Job creation topped 200,000 for the ninth consecutive month, adding 214,000 new non-farm jobs in October.
Meanwhile, the unemployment rate edged down to 5.8 percent, the lowest in six years.
The Bureau of Labor Statistics, which released October’s monthly employment report, also adjusted its estimates for August and September upward, adding 31,000 more jobs to the previous totals. The numbers are seasonally adjusted.
October’s initial count — which is also subject to change when the November report is issued next month — was less than what labor economists were forecasting. Various surveys put the average of their estimates for October job growth from 235,000 to MarketWatch’s high of 243,000. The October report was also below the 230,000 average of the previous nine months.
Still, jobs have increased every month since September 2010, and that has helped push down the unemployment rate. A second, and less well understood, factor in lowering unemployment has been the decline in the labor force participation rate.
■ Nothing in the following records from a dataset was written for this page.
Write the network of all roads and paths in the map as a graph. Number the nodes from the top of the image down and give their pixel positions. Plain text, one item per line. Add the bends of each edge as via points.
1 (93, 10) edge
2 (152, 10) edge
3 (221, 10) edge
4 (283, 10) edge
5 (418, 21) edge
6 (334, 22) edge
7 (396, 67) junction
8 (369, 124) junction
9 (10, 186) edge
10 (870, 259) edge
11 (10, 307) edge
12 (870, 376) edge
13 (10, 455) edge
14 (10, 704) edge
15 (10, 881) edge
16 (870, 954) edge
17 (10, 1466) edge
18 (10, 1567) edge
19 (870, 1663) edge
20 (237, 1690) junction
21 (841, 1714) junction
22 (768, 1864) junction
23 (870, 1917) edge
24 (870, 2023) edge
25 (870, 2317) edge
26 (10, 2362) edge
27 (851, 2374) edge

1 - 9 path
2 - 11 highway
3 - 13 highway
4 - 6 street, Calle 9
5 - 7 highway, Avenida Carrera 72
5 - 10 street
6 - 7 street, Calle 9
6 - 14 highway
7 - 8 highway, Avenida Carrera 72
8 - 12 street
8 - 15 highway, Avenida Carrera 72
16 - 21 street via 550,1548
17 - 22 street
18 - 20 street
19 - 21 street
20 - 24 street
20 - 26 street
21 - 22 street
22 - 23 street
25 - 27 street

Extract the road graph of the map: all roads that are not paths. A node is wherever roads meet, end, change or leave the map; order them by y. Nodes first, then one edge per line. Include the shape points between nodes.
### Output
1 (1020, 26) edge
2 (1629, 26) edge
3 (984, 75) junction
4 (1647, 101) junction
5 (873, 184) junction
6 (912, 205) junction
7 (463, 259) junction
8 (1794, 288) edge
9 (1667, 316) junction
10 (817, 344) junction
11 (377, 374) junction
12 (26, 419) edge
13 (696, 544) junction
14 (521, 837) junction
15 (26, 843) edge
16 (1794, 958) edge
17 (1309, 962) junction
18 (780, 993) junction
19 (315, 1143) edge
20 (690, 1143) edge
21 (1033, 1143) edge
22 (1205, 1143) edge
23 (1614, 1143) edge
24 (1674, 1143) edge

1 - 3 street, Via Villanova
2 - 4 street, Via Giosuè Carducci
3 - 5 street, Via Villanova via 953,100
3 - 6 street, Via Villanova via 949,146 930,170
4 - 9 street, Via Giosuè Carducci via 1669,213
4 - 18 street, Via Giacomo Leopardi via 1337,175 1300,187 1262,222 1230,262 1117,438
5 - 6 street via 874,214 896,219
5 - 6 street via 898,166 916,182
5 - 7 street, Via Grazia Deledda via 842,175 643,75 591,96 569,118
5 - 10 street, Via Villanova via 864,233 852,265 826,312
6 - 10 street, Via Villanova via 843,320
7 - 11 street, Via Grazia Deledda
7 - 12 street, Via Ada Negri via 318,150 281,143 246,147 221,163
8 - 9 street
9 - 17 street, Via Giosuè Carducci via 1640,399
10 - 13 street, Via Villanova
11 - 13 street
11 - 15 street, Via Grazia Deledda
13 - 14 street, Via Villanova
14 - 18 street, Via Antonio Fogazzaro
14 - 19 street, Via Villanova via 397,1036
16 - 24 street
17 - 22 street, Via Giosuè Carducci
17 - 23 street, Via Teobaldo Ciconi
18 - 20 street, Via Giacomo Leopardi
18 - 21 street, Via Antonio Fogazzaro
As fewer people want and look for work, it affects the unemployment rate. That wasn’t a factor in the October decline; the labor force participation rate actually rose slightly to 62.8 percent.
What hasn’t much changed over the last few years has been the average hourly pay rates. Average hourly earnings rose 3 cents to $24.57 in October and is up just 2 percent for the year, the BLS reported. A headline in BusinessWeek made a point of this, wondering, 214,00 More Jobs Are Great. But Where Are the Raises?
Mark Zandi, chief economist at Moody’s Analytics, which prepares the monthly National Employment Report for ADP, said that “The job market will soon be tight enough to support a meaningful acceleration in wage growth.”
Speaking to The New York Times, Ian Shepherdson, chief economist at Pantheon Macroeconomics, predicted “faster productivity growth would drive real wages higher next year, after a very long wait.”
Workers are also hopeful about improved earnings and their short-term economic prospects. That optimism was reflected in The Conference Board’s Consumer Confidence Index which took a big jump in October, rising to 94.5.
“Looking ahead,” said Lynn Franco, the Board’s Director of Economic Indicators, “Consumers have regained confidence in the short-term outlook for the economy and labor market, and are more optimistic about their future earnings potential.”
Among the industries with the strongest growth in October, bars and restaurants was the fastest growing category, adding 41,800 jobs. At $14.06, that sector has the lowest average hourly pay according to the BLS.